Serious Mental Illness Treatment Resource and Evaluation Center, U.S. Department of Veterans Affairs, Ann Arbor, Michigan (Szymanski, Hein, McCarthy); Division of Services and Intervention Research, National Institute of Mental Health, Bethesda, Maryland (Schoenbaum); Department of Psychiatry, University of Michigan, Ann Arbor (McCarthy); Office of Mental Health and Suicide Prevention, U.S. Department of Veterans Affairs, Philadelphia (Katz).
Psychiatr Serv. 2021 Apr 1;72(4):408-414. doi: 10.1176/appi.ps.202000282. Epub 2021 Jan 27.
Individuals with mental or substance use disorders have higher mortality rates than people in the general population. How excess mortality varies across health care facilities is unknown. The authors sought to investigate facility-level mortality rates among Veterans Health Administration (VHA) patients who had received diagnoses of mental or substance use disorders.
An electronic medical records-based retrospective cohort study was conducted, encompassing 8,812,373 unique users of 139 VHA facilities from 2011 to 2016. Covariates included age, sex, and past-year diagnoses of serious mental illness, posttraumatic stress disorder, major depressive disorder, other mental health conditions, or substance use disorders. The outcome was all-cause mortality per comprehensive Veterans Affairs/Department of Defense searches of the National Death Index. Proportional hazards regression was used to calculate overall and facility-specific hazard ratios (HRs) for each diagnosis group, adjusted for age, sex, and comorbid medical conditions.

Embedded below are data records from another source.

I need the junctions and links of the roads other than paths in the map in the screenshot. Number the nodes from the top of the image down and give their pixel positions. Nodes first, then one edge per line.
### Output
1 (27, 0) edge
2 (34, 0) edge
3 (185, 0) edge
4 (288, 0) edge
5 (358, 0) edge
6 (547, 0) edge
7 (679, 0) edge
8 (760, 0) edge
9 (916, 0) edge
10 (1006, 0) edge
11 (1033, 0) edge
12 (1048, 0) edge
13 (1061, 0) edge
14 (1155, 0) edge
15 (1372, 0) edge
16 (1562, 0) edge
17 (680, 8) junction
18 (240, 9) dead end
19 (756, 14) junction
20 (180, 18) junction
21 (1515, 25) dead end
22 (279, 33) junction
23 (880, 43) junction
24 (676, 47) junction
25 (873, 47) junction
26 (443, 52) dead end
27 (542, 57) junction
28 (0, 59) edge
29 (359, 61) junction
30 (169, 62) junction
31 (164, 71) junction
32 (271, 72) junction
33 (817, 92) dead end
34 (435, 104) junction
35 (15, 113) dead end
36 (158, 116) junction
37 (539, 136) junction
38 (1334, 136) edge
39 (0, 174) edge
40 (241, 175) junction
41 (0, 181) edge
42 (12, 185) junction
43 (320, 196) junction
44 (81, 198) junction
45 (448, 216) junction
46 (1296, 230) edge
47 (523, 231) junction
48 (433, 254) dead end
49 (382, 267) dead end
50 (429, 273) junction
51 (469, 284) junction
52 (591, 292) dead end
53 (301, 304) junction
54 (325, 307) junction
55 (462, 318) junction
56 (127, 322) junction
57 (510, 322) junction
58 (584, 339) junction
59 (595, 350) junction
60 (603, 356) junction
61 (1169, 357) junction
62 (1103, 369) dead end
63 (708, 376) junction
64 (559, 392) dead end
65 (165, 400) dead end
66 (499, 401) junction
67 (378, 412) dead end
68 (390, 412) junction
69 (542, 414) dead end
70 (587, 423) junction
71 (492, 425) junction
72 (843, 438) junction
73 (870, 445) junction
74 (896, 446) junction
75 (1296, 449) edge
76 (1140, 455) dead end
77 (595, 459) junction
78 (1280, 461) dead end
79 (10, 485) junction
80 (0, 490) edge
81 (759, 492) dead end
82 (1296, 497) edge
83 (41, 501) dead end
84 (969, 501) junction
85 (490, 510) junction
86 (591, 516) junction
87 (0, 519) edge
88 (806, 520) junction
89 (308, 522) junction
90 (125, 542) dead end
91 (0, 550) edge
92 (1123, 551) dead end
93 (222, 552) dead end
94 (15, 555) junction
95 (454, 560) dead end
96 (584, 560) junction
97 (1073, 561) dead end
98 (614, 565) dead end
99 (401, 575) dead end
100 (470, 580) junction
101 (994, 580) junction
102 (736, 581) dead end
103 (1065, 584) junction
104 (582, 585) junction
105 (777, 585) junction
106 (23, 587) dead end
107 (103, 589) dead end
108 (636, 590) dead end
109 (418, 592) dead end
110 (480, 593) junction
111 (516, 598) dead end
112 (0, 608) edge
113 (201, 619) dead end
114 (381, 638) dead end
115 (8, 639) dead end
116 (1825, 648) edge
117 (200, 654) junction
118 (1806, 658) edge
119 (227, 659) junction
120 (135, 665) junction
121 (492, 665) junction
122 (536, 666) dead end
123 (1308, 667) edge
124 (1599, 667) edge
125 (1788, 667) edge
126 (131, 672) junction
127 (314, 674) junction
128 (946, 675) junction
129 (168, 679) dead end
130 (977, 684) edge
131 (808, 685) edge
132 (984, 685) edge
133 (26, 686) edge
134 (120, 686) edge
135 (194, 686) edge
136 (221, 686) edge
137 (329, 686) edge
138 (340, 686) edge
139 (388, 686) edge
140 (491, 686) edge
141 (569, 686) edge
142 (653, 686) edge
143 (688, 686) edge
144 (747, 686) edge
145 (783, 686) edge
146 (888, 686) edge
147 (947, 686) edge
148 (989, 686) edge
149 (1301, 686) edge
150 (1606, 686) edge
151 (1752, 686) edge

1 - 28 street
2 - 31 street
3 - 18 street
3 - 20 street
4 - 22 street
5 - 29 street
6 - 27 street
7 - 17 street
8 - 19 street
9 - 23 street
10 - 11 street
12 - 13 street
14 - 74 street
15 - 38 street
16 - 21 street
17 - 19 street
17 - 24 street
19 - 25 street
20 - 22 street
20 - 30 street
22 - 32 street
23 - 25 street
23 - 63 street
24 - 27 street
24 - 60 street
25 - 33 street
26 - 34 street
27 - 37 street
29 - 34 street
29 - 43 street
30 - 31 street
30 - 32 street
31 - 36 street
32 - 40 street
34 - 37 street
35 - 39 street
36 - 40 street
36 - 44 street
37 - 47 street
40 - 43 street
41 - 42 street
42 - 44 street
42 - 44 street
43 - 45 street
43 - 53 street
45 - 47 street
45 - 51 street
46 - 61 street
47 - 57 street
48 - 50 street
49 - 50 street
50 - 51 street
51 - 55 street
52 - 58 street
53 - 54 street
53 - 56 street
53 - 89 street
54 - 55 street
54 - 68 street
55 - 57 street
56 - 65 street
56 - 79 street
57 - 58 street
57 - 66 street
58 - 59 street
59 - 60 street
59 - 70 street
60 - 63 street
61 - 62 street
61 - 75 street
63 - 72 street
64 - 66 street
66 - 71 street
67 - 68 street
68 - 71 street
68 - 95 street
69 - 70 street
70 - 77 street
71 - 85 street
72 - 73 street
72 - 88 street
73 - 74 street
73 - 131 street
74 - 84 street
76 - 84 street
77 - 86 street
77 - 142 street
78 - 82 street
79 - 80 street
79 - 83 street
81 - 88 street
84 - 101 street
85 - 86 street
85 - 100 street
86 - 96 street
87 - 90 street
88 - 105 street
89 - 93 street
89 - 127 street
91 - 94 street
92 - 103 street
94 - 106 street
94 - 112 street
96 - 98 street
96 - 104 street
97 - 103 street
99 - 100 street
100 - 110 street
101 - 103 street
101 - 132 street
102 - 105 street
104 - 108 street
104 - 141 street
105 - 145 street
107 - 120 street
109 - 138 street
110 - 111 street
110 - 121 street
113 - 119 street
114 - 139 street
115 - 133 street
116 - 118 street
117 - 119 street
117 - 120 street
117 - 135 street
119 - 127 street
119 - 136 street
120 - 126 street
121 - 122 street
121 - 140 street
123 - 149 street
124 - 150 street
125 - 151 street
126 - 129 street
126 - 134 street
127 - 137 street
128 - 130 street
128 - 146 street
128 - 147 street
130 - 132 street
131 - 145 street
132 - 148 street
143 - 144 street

Overall, all-cause mortality was statistically significantly elevated among VHA users with mental health diagnoses (HR=1.21, 95% confidence interval=1.20-1.22). HRs varied across facilities consistently over time. At the VHA facility level, diagnostic groups were significantly correlated with the degree of excess mortality. Results were similar in sensitivity analyses that excluded deaths from suicide or drug or alcohol overdose.
VHA users with mental or substance use disorder diagnoses had elevated mortality rates. Correlation in excess mortality across two periods indicated that facility differences in excess mortality were persistent and therefore potentially associated with facility- and community-level factors, which may help inform quality improvement efforts to reduce mortality rates.
患有精神或物质使用障碍的个体比一般人群的死亡率更高。目前尚不清楚医疗保健机构之间的超额死亡率差异如何。作者试图调查在接受精神或物质使用障碍诊断的退伍军人健康管理局(VHA)患者中,各医疗机构的死亡率。
进行了一项基于电子病历的回顾性队列研究,纳入了 2011 年至 2016 年间 139 个 VHA 设施的 8812373 名独特使用者。协变量包括年龄、性别以及过去一年中严重精神疾病、创伤后应激障碍、重度抑郁障碍、其他心理健康状况或物质使用障碍的诊断。结局是通过对国家死亡索引的全面退伍军人事务/国防部搜索确定的全因死亡率。使用比例风险回归计算每个诊断组的总体和特定设施的危险比(HR),并调整了年龄、性别和合并的医疗条件。
总体而言,VHA 使用者的全因死亡率在精神健康诊断中显著升高(HR=1.21,95%置信区间=1.20-1.22)。随着时间的推移,各设施的 HR 值持续且显著地存在差异。在 VHA 设施层面,诊断组与超额死亡率的程度显著相关。在排除自杀或药物或酒精过量死亡的敏感性分析中,结果相似。
患有精神或物质使用障碍诊断的 VHA 用户死亡率较高。两个时期的超额死亡率的相关性表明,超额死亡率的设施差异是持续存在的,因此可能与设施和社区层面的因素相关,这可能有助于为降低死亡率的质量改进工作提供信息。